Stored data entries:

+ + +

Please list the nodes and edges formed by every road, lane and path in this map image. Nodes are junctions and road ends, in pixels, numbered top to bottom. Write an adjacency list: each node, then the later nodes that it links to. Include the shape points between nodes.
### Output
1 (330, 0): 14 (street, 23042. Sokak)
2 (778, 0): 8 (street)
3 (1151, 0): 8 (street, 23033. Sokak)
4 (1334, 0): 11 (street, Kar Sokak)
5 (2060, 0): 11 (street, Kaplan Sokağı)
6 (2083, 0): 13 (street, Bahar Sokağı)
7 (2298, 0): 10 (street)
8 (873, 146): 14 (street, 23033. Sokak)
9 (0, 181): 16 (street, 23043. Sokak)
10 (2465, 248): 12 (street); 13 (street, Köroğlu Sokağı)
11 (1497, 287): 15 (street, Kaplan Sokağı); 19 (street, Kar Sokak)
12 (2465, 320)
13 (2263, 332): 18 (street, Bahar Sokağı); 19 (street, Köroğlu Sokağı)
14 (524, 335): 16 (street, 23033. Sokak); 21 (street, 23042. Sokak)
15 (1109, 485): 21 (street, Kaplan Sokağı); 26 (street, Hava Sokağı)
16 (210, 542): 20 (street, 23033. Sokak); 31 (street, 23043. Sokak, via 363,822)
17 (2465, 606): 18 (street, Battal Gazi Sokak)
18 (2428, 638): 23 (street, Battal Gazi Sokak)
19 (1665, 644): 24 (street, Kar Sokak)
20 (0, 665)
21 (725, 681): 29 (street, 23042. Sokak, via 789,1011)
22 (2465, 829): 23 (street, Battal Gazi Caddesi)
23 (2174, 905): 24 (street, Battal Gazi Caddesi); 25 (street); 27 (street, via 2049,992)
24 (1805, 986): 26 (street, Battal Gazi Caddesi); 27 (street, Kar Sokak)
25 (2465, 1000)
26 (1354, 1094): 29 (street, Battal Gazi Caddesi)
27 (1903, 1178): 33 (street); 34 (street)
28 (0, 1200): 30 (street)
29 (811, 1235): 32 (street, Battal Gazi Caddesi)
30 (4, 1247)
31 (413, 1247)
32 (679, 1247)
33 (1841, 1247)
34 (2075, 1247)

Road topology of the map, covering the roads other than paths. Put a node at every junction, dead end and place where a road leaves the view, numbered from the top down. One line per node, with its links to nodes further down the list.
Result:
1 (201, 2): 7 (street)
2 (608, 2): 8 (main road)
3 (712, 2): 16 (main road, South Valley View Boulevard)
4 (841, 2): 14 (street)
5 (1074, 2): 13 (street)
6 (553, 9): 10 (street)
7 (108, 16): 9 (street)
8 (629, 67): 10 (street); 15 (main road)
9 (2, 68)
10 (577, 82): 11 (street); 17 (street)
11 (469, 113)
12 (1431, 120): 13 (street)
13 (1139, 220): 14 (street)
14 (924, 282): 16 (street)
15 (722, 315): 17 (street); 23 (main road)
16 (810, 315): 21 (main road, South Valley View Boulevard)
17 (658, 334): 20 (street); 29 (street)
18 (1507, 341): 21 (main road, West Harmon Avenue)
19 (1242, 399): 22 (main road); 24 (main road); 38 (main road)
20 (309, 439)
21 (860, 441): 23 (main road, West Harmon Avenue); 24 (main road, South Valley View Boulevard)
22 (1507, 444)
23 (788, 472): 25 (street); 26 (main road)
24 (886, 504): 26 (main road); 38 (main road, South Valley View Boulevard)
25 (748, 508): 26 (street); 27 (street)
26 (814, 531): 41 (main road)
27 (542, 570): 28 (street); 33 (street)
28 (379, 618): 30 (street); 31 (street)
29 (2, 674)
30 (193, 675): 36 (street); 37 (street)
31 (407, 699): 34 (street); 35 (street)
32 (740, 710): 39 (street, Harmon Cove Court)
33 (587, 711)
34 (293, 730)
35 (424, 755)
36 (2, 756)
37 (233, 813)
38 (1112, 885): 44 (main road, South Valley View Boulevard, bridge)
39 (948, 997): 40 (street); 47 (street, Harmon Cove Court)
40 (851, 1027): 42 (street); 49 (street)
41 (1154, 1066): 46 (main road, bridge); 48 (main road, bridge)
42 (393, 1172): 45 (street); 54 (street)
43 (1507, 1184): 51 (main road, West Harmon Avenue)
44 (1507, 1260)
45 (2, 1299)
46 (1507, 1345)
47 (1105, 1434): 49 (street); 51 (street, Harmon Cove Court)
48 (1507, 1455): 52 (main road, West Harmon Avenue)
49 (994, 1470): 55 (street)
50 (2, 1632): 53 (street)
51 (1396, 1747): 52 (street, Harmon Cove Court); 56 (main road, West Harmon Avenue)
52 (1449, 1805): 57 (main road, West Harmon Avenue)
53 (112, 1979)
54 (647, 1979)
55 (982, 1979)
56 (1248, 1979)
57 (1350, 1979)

+ + +

*Aim of the exercise*:
Extract all the entries word for word.

*Solution to the exercise*:
Please list the nodes and edges formed by every road, lane and path in this map image. Nodes are junctions and road ends, in pixels, numbered top to bottom. Write an adjacency list: each node, then the later nodes that it links to. Include the shape points between nodes.
### Output
1 (330, 0): 14 (street, 23042. Sokak)
2 (778, 0): 8 (street)
3 (1151, 0): 8 (street, 23033. Sokak)
4 (1334, 0): 11 (street, Kar Sokak)
5 (2060, 0): 11 (street, Kaplan Sokağı)
6 (2083, 0): 13 (street, Bahar Sokağı)
7 (2298, 0): 10 (street)
8 (873, 146): 14 (street, 23033. Sokak)
9 (0, 181): 16 (street, 23043. Sokak)
10 (2465, 248): 12 (street); 13 (street, Köroğlu Sokağı)
11 (1497, 287): 15 (street, Kaplan Sokağı); 19 (street, Kar Sokak)
12 (2465, 320)
13 (2263, 332): 18 (street, Bahar Sokağı); 19 (street, Köroğlu Sokağı)
14 (524, 335): 16 (street, 23033. Sokak); 21 (street, 23042. Sokak)
15 (1109, 485): 21 (street, Kaplan Sokağı); 26 (street, Hava Sokağı)
16 (210, 542): 20 (street, 23033. Sokak); 31 (street, 23043. Sokak, via 363,822)
17 (2465, 606): 18 (street, Battal Gazi Sokak)
18 (2428, 638): 23 (street, Battal Gazi Sokak)
19 (1665, 644): 24 (street, Kar Sokak)
20 (0, 665)
21 (725, 681): 29 (street, 23042. Sokak, via 789,1011)
22 (2465, 829): 23 (street, Battal Gazi Caddesi)
23 (2174, 905): 24 (street, Battal Gazi Caddesi); 25 (street); 27 (street, via 2049,992)
24 (1805, 986): 26 (street, Battal Gazi Caddesi); 27 (street, Kar Sokak)
25 (2465, 1000)
26 (1354, 1094): 29 (street, Battal Gazi Caddesi)
27 (1903, 1178): 33 (street); 34 (street)
28 (0, 1200): 30 (street)
29 (811, 1235): 32 (street, Battal Gazi Caddesi)
30 (4, 1247)
31 (413, 1247)
32 (679, 1247)
33 (1841, 1247)
34 (2075, 1247)

Road topology of the map, covering the roads other than paths. Put a node at every junction, dead end and place where a road leaves the view, numbered from the top down. One line per node, with its links to nodes further down the list.
Result:
1 (201, 2): 7 (street)
2 (608, 2): 8 (main road)
3 (712, 2): 16 (main road, South Valley View Boulevard)
4 (841, 2): 14 (street)
5 (1074, 2): 13 (street)
6 (553, 9): 10 (street)
7 (108, 16): 9 (street)
8 (629, 67): 10 (street); 15 (main road)
9 (2, 68)
10 (577, 82): 11 (street); 17 (street)
11 (469, 113)
12 (1431, 120): 13 (street)
13 (1139, 220): 14 (street)
14 (924, 282): 16 (street)
15 (722, 315): 17 (street); 23 (main road)
16 (810, 315): 21 (main road, South Valley View Boulevard)
17 (658, 334): 20 (street); 29 (street)
18 (1507, 341): 21 (main road, West Harmon Avenue)
19 (1242, 399): 22 (main road); 24 (main road); 38 (main road)
20 (309, 439)
21 (860, 441): 23 (main road, West Harmon Avenue); 24 (main road, South Valley View Boulevard)
22 (1507, 444)
23 (788, 472): 25 (street); 26 (main road)
24 (886, 504): 26 (main road); 38 (main road, South Valley View Boulevard)
25 (748, 508): 26 (street); 27 (street)
26 (814, 531): 41 (main road)
27 (542, 570): 28 (street); 33 (street)
28 (379, 618): 30 (street); 31 (street)
29 (2, 674)
30 (193, 675): 36 (street); 37 (street)
31 (407, 699): 34 (street); 35 (street)
32 (740, 710): 39 (street, Harmon Cove Court)
33 (587, 711)
34 (293, 730)
35 (424, 755)
36 (2, 756)
37 (233, 813)
38 (1112, 885): 44 (main road, South Valley View Boulevard, bridge)
39 (948, 997): 40 (street); 47 (street, Harmon Cove Court)
40 (851, 1027): 42 (street); 49 (street)
41 (1154, 1066): 46 (main road, bridge); 48 (main road, bridge)
42 (393, 1172): 45 (street); 54 (street)
43 (1507, 1184): 51 (main road, West Harmon Avenue)
44 (1507, 1260)
45 (2, 1299)
46 (1507, 1345)
47 (1105, 1434): 49 (street); 51 (street, Harmon Cove Court)
48 (1507, 1455): 52 (main road, West Harmon Avenue)
49 (994, 1470): 55 (street)
50 (2, 1632): 53 (street)
51 (1396, 1747): 52 (street, Harmon Cove Court); 56 (main road, West Harmon Avenue)
52 (1449, 1805): 57 (main road, West Harmon Avenue)
53 (112, 1979)
54 (647, 1979)
55 (982, 1979)
56 (1248, 1979)
57 (1350, 1979)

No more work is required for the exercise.